Looping Network Meetings
#83 April 13, 2026
Monday 15:00 (Paris/Warsaw time)
Lauren Mc Keown (University of Central Florida)
An Earth Analog for Europa’s Manannán Crater Spider: Insights from Lake Stars
Abstract:
Jupiter’s icy moon Europa is an ocean world which is a prime candidate in our search for potential extraterrestrial habitability and life beyond Earth. Europa’s surface hosts many features proposed to originate from brine sources within its icy shell (Fagents, 2003), which may represent the most accessible liquid water bodies within our Solar System (Lesage et al., 2022). An intriguing possible example is the asterisk-shaped ‘spider’ at the center of Manannán crater, identified by the Galileo mission (Moore et al., 2001), for which we propose the informal name Damhán Alla, the Irish word for `Spider'. We present a new formation hypothesis for Damhán Alla based on morphological analysis and preliminary analog modeling.
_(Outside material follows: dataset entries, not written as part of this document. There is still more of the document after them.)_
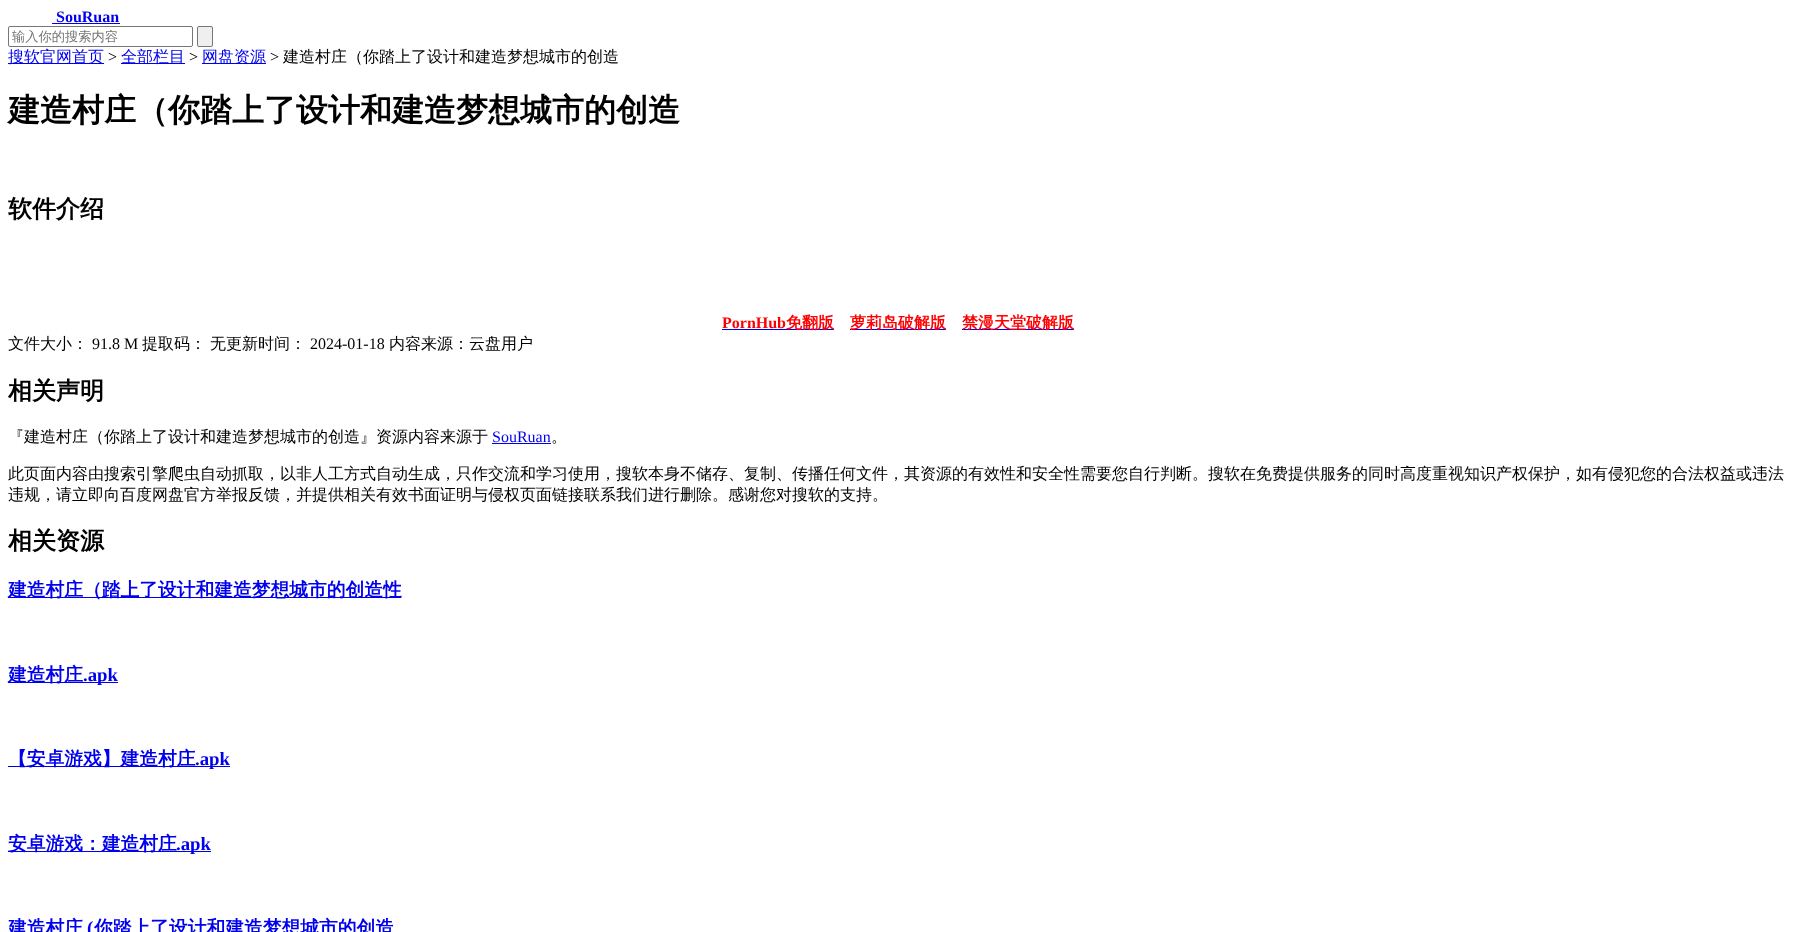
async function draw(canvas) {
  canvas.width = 1796
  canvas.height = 932
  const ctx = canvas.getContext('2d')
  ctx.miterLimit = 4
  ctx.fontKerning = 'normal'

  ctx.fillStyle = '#fff'
  ctx.fillRect(0, 0, 1796, 932)
  ctx.font = 'bold 16px Liberation Serif'
  ctx.fillStyle = '#00e'
  ctx.fillText('SouRuan', 56, 22)
  ctx.fillRect(52, 23, 68, 1)
  ctx.beginPath()
  ctx.roundRect(8.5, 26.5, 184, 20, 1.5)
  ctx.strokeStyle = '#767676'
  ctx.stroke()
  ctx.font = '500 13.25px WenQuanYi Zen Hei'
  ctx.fillStyle = '#757575'
  ctx.fillText('输入你的搜索内容', 12, 41)
  ctx.fillStyle = '#efefef'
  ctx.beginPath()
  ctx.roundRect(197.5, 26.5, 15, 20, 1.5)
  ctx.fill()
  ctx.stroke()
  ctx.fillStyle = '#00e'
  ctx.fillRect(8, 63, 96, 1)
  ctx.font = '500 16px WenQuanYi Zen Hei'
  ctx.fillText('搜软官网首页', 8, 62)
  ctx.font = '16px Liberation Serif'
  ctx.fillStyle = '#000'
  ctx.fillText('>', 108, 62)
  ctx.fillStyle = '#00e'
  ctx.fillRect(121, 63, 64, 1)
  ctx.font = '500 16px WenQuanYi Zen Hei'
  ctx.fillText('全部栏目', 121, 62)
  ctx.font = '16px Liberation Serif'
  ctx.fillStyle = '#000'
  ctx.fillText('>', 189, 62)
  ctx.fillStyle = '#00e'
  ctx.fillRect(202, 63, 64, 1)
  ctx.font = '500 16px WenQuanYi Zen Hei'
  ctx.fillText('网盘资源', 202, 62)
  ctx.font = '16px Liberation Serif'
  ctx.fillStyle = '#000'
  ctx.fillText('>', 270, 62)
  ctx.font = '500 16px WenQuanYi Zen Hei'
  ctx.fillText('建造村庄（你踏上了设计和建造梦想城市的创造', 283, 62)
  ctx.font = 'bold 32px WenQuanYi Zen Hei'
  ctx.fillText('建造村庄（你踏上了设计和建造梦想城市的创造', 8, 121)
  ctx.font = 'bold 24px WenQuanYi Zen Hei'
  ctx.fillText('软件介绍', 8, 217)
  ctx.font = 'bold 16px Liberation Serif'
  ctx.fillStyle = '#f00'
  ctx.fillText('PornHub', 722, 328)
  ctx.fillStyle = '#00e'
  ctx.fillRect(722, 329, 112, 1)
  ctx.font = 'bold 16px WenQuanYi Zen Hei'
  ctx.fillStyle = '#f00'
  ctx.fillText('免翻版', 786, 328)
  ctx.fillStyle = '#00e'
  ctx.fillRect(850, 329, 96, 1)
  ctx.fillStyle = '#f00'
  ctx.fillText('萝莉岛破解版', 850, 328)
  ctx.fillStyle = '#00e'
  ctx.fillRect(962, 329, 112, 1)
  ctx.fillStyle = '#f00'
  ctx.fillText('禁漫天堂破解版', 962, 328)
  ctx.font = '500 16px WenQuanYi Zen Hei'
  ctx.fillStyle = '#000'
  ctx.fillText('文件大小：', 8, 349)
  ctx.font = '16px Liberation Serif'
  ctx.fillText('91.8 M', 92, 349)
  ctx.font = '500 16px WenQuanYi Zen Hei'
  ctx.fillText('提取码：', 142, 349)
  ctx.fillText('无更新时间：', 210, 349)
  ctx.font = '16px Liberation Serif'
  ctx.fillText('2024-01-18', 310, 349)
  ctx.font = '500 16px WenQuanYi Zen Hei'
  ctx.fillText('内容来源：云盘用户', 389, 349)
  ctx.font = 'bold 24px WenQuanYi Zen Hei'
  ctx.fillText('相关声明', 8, 399)
  ctx.font = '500 16px WenQuanYi Zen Hei'
  ctx.fillText('『建造村庄（你踏上了设计和建造梦想城市的创造』资源内容来源于', 8, 442)
  ctx.font = '16px Liberation Serif'
  ctx.fillStyle = '#00e'
  ctx.fillText('SouRuan', 492, 442)
  ctx.fillRect(492, 443, 59, 1)
  ctx.font = '500 16px WenQuanYi Zen Hei'
  ctx.fillStyle = '#000'
  ctx.fillText('。', 551, 442)
  ctx.fillText('此页面内容由搜索引擎爬虫自动抓取，以非人工方式自动生成，只作交流和学习使用，搜软本身不储存、复制、传播任何文件，其资源的有效性和安全性需要您自行判断。搜软在免费提供服务的同时高度重视知识产权保护，如有侵犯您的合法权益或违法', 8, 479)
  ctx.fillText('违规，请立即向百度网盘官方举报反馈，并提供相关有效书面证明与侵权页面链接联系我们进行删除。感谢您对搜软的支持。', 8, 500)
  ctx.font = 'bold 24px WenQuanYi Zen Hei'
  ctx.fillText('相关资源', 8, 549)
  ctx.fillStyle = '#00e'
  ctx.fillRect(8, 597, 393, 1)
  ctx.font = 'bold 18.75px WenQuanYi Zen Hei'
  ctx.fillText('建造村庄（踏上了设计和建造梦想城市的创造性', 8, 596)
  ctx.fillRect(8, 682, 110, 1)
  ctx.fillText('建造村庄', 8, 681)
  ctx.font = 'bold 18.75px Liberation Serif'
  ctx.fillText('.apk', 83, 681)
  ctx.fillRect(8, 766, 222, 1)
  ctx.font = 'bold 18.75px WenQuanYi Zen Hei'
  ctx.fillText('【安卓游戏】建造村庄', 8, 765)
  ctx.font = 'bold 18.75px Liberation Serif'
  ctx.fillText('.apk', 195, 765)
  ctx.fillRect(8, 851, 203, 1)
  ctx.font = 'bold 18.75px WenQuanYi Zen Hei'
  ctx.fillText('安卓游戏：建造村庄', 8, 850)
  ctx.font = 'bold 18.75px Liberation Serif'
  ctx.fillText('.apk', 176, 850)
  ctx.font = 'bold 18.75px WenQuanYi Zen Hei'
  ctx.fillText('建造村庄', 8, 934)
  ctx.font = 'bold 18.75px Liberation Serif'
  ctx.fillText('(', 87, 934)
  ctx.font = 'bold 18.75px WenQuanYi Zen Hei'
  ctx.fillText('你踏上了设计和建造梦想城市的创造', 94, 934)
}

draw(document.querySelector('canvas'))
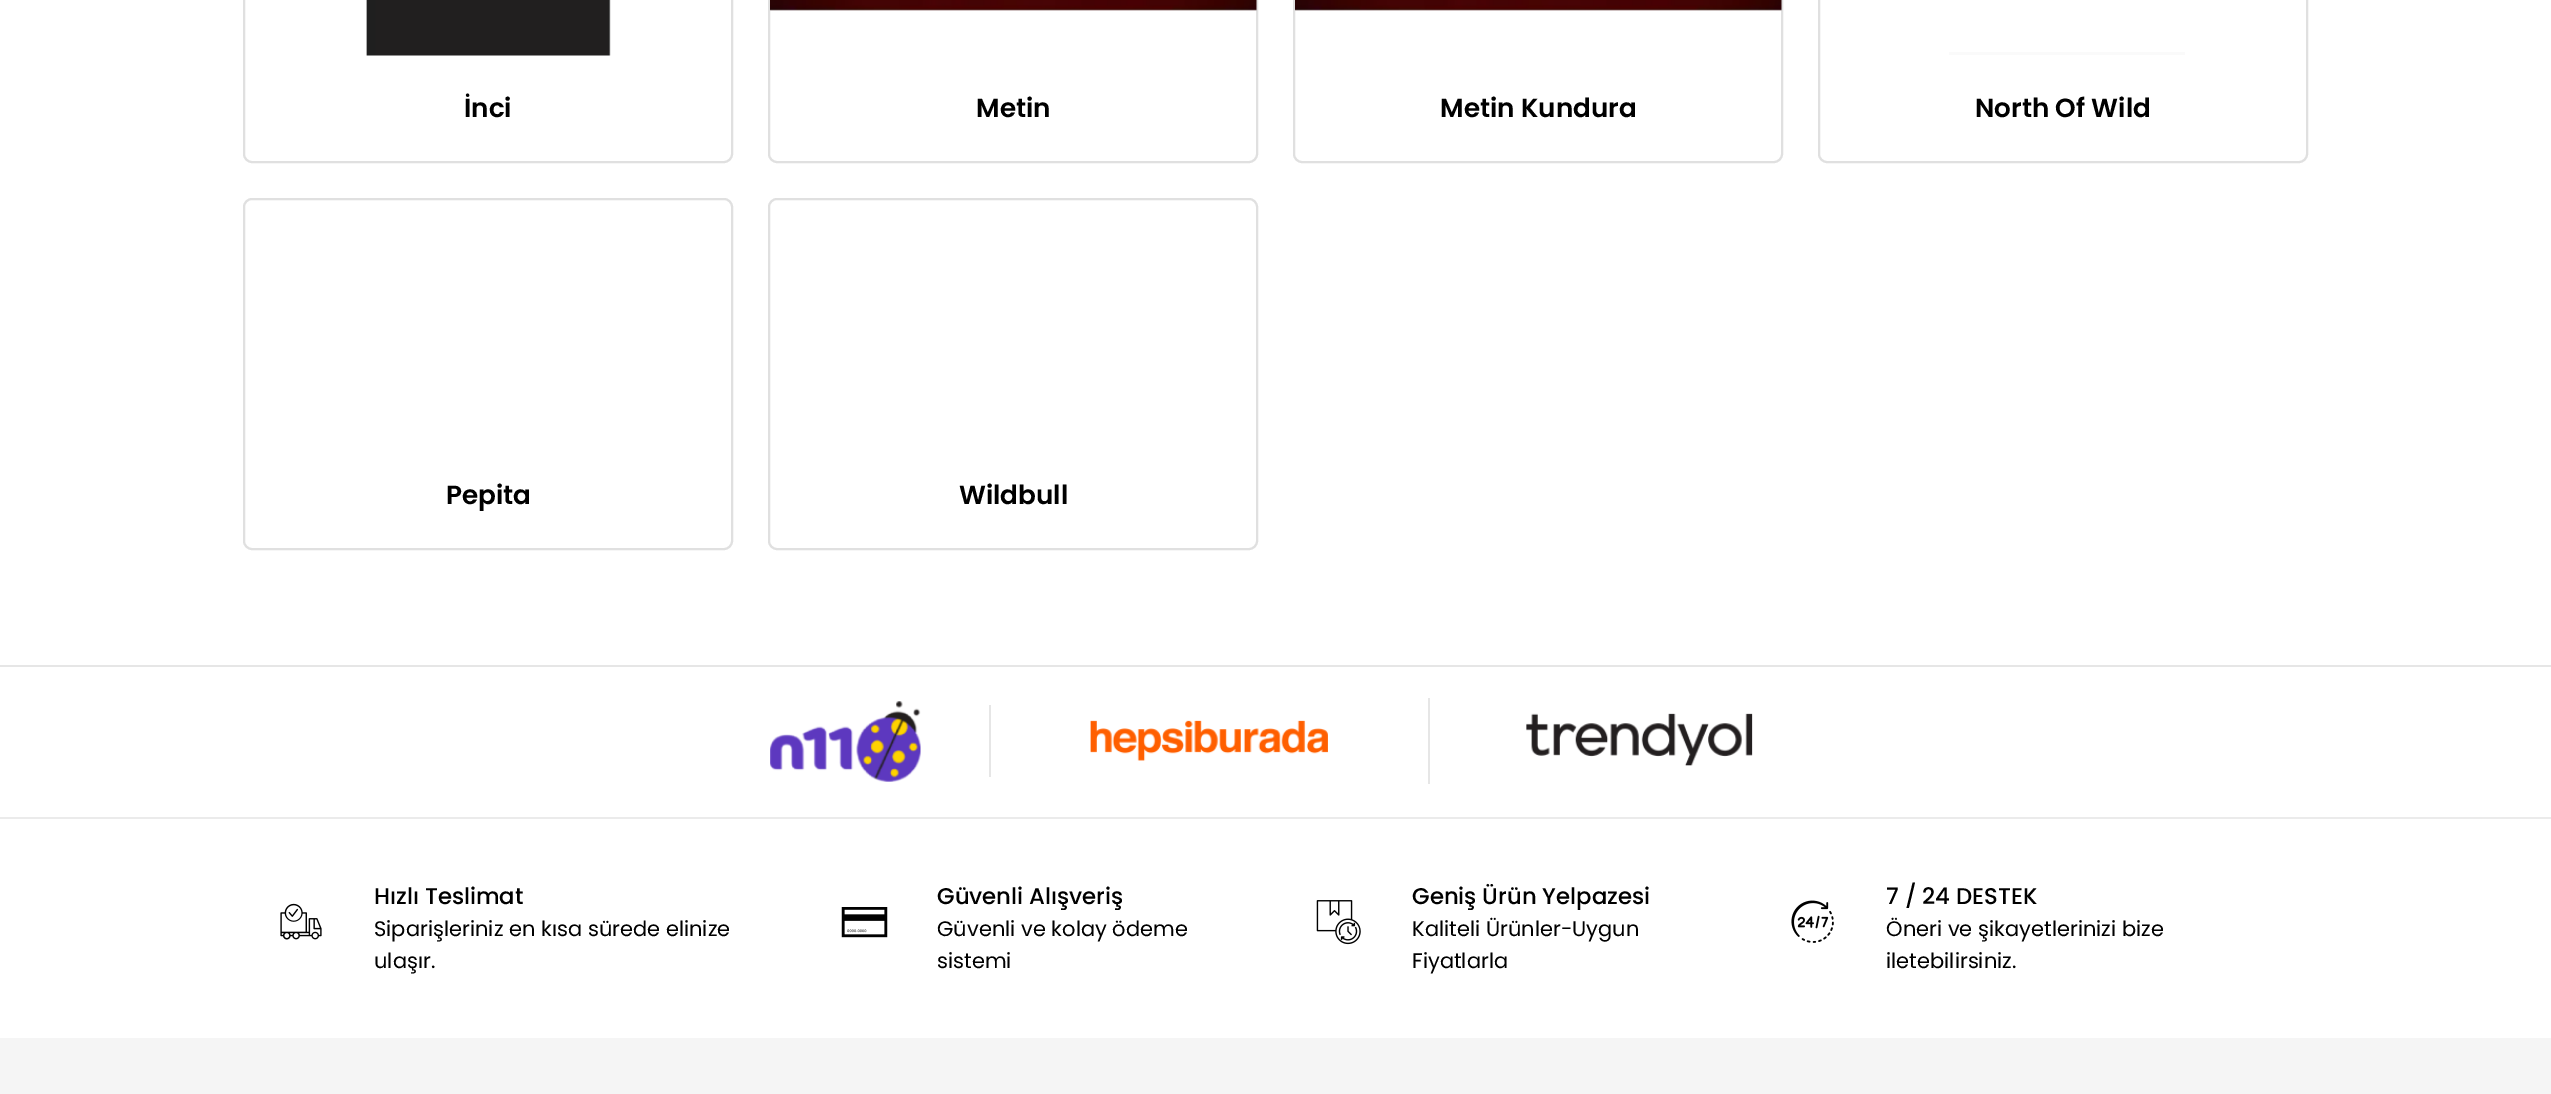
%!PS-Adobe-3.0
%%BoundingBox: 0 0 2551 1094
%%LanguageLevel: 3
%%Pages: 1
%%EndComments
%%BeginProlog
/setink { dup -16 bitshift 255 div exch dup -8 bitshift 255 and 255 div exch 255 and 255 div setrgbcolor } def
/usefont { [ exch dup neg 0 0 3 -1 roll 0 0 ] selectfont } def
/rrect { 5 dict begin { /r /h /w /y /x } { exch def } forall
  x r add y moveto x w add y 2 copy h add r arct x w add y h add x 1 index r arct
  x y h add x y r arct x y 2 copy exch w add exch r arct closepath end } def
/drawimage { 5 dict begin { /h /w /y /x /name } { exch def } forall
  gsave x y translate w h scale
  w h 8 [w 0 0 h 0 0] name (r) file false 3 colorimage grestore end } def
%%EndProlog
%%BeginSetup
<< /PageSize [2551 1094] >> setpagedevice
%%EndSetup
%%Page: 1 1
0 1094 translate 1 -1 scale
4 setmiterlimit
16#FFFFFF setink
0 0 2551 1094 rectfill
16#E0E0E0 setink
2 setlinewidth
244 -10 488 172 8 rrect stroke
(img1.raw) 366 0 245 56 drawimage
/Poppins-SemiBold 26.25 usefont
16#000000 setink
464 117 moveto (İnci) show
16#E0E0E0 setink
769 -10 488 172 8 rrect stroke
(img2.raw) 770 0 487 11 drawimage
16#000000 setink
976 117 moveto (Metin) show
16#E0E0E0 setink
1294 -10 488 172 8 rrect stroke
(img2.raw) 1295 0 487 11 drawimage
16#000000 setink
1440 117 moveto (Metin Kundura) show
16#E0E0E0 setink
1819 -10 488 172 8 rrect stroke
16#FAFAFA setink
1949 52 236 3 rectfill
16#000000 setink
1975 117 moveto (North Of Wild) show
16#E0E0E0 setink
244 199 488 350 8 rrect stroke
16#000000 setink
446 504 moveto (Pepita) show
16#E0E0E0 setink
769 199 488 350 8 rrect stroke
16#000000 setink
959 504 moveto (Wildbull) show
16#E6E6E6 setink
0 665 2551 2 rectfill
(img3.raw) 770 701 151 81 drawimage
989 705 2 72 rectfill
(img4.raw) 1090 720 238 41 drawimage
1428 698 2 86 rectfill
(img5.raw) 1526 713 227 53 drawimage
16#EBEBEB setink
0 817 2551 2 rectfill
(img6.raw) 280 903 42 37 drawimage
/Poppins-Medium 22.75 usefont
16#000000 setink
374 904 moveto (Hızlı Teslimat) show
/Poppins-Regular 21 usefont
374 936 moveto (Siparişleriniz en kısa sürede elinize) show
374 968 moveto (ulaşır.) show
(img7.raw) 841 907 47 31 drawimage
/Poppins-Medium 22.75 usefont
937 904 moveto (Güvenli Alışveriş) show
/Poppins-Regular 21 usefont
937 936 moveto (Güvenli ve kolay ödeme) show
937 968 moveto (sistemi) show
(img8.raw) 1316 900 45 45 drawimage
/Poppins-Medium 22.75 usefont
1412 904 moveto (Geniş Ürün Yelpazesi) show
/Poppins-Regular 21 usefont
1412 936 moveto (Kaliteli Ürünler-Uygun) show
1412 968 moveto (Fiyatlarla) show
(img9.raw) 1791 900 43 43 drawimage
/Poppins-Medium 22.75 usefont
1886 904 moveto (7 / 24 DESTEK) show
/Poppins-Regular 21 usefont
1886 936 moveto (Öneri ve şikayetlerinizi bize) show
1886 968 moveto (iletebilirsiniz.) show
16#F5F5F5 setink
0 1038 2551 56 rectfill
showpage
%%EOF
We suggest that the feature may originate from a process similar to that forming dendritic ‘lake stars’; seasonal features found on frozen ponds and lakes on Earth, but under elevated pressure and temperature post-impact conditions. We present laboratory experiments performed at NASA’s Jet Propulsion Laboratory, which indicate that similar patterns can form in Europa granular ice simulant under lower temperature regimes expected after impact, and we present initial calculations to describe the hypothesized process.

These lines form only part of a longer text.